Ann Hepatobiliary Pancreat Surg.  2022 Aug;26(3):281-284. 10.14701/ahbps.22-011.

Simultaneous laparoscopic removal of a Todani type II choledochal cyst and a microlithiasic cholecystitis

Affiliations
  • 1Unit of General Surgery, Sandro Pertini Hospital, Rome, Italy
  • 2Unit of General Surgery, Sant’Eugenio Hospital, Rome, Italy
  • 3Unit of Pathology, Sandro Pertini Hospital, Rome, Italy
  • 4Unit of Gastronterology and Digestive Endoscopy, Sandro Pertini Hospital, Rome, Italy

Abstract

Diverticula of the choledochus, better known as Todani type II cysts, are very rare and represent a predominantly pediatric pathology. Their identification by radiological methods, even if occasional, requires clinical doctors to request a surgical consultation, even for asymptomatic subjects, to proceed with their removal, given the risk of associated neoplasms. The laparoscopic approach for surgical treatment of these cysts has been recently introduced with excellent results. Due to the poor clinical records, currently there are neither shared protocols about their management nor long-term follow-up of operated patients. We report a case of an adult female suffering for years from biliary colic due to the presence of a duodenal diverticulum associated with microlithiasis’ cholecystitis, who was laparoscopically treated, with excellent results in terms of symptomatic regression, reduced hospitalization, and no surgery-related complications.

Keyword

Choledochal cyst; Laparoscopy; Surgical procedures

Figure

  • Fig. 1 Preoperative images. Microcalculations in the gallbladder lumen (arrow), associated with biliary sludge on ultrasound (A), and a Todani type II (arrow) with a 2-cm-wide peduncle, with relative insertion below the cystic duct on resonance (B).
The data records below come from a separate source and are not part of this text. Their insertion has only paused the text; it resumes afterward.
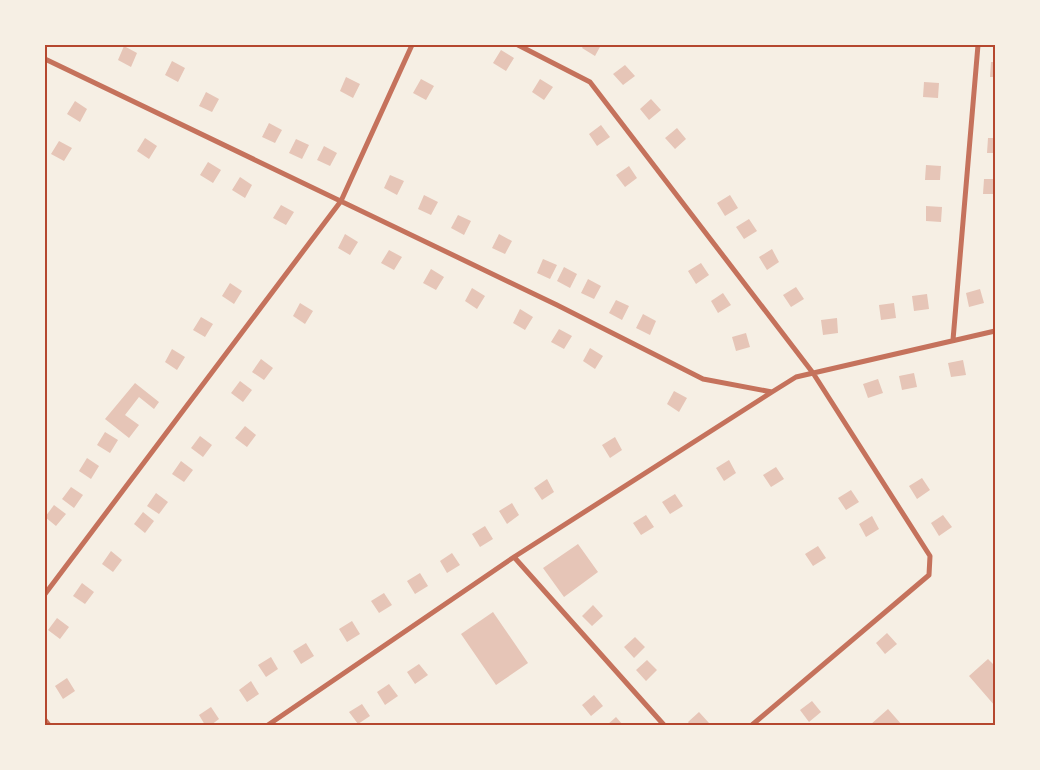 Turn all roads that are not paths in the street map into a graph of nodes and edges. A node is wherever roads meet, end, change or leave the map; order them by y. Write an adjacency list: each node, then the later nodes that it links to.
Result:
1 (412, 45): 5 (street)
2 (518, 45): 8 (street)
3 (978, 45): 7 (street)
4 (45, 59): 5 (street)
5 (341, 201): 9 (street); 11 (street)
6 (995, 330): 7 (street)
7 (953, 340): 8 (street)
8 (813, 372): 9 (street); 13 (street)
9 (772, 392): 10 (street)
10 (514, 557): 15 (street); 16 (street)
11 (45, 594)
12 (45, 720): 14 (street)
13 (758, 720): 17 (street); 18 (street)
14 (49, 725)
15 (268, 725)
16 (664, 725)
17 (752, 725)
18 (762, 725)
  • Fig. 2 Intraoperative images. Gallbladder (white arrow) and Todani type II cyst (yellow arrow) on laparoscopic view (A); closure of the lozenge of the main bile channel with absorbable monofilament (white arrows) (B, C); anatomical structures just excised, gallbladder at the top and cyst at the bottom (D), where the diverticulum’s peduncle (yellow arrow) ending with the biliary lozenge can be seen.

  • Fig. 3 Pathological images of the surgical specimens after formalin fixation, showing the gallbladder (A) and Todani type II cyst (B) with its pedicle (yellow arrow).

  • Fig. 4 Histological slides (H&E, ×20). Chronic cholecystitis (A) with cholesterol deposits (yellow arrow), normal biliary epithelium of the wall of the diverticulum (B), as well as of the lozenge of the common bile duct (C).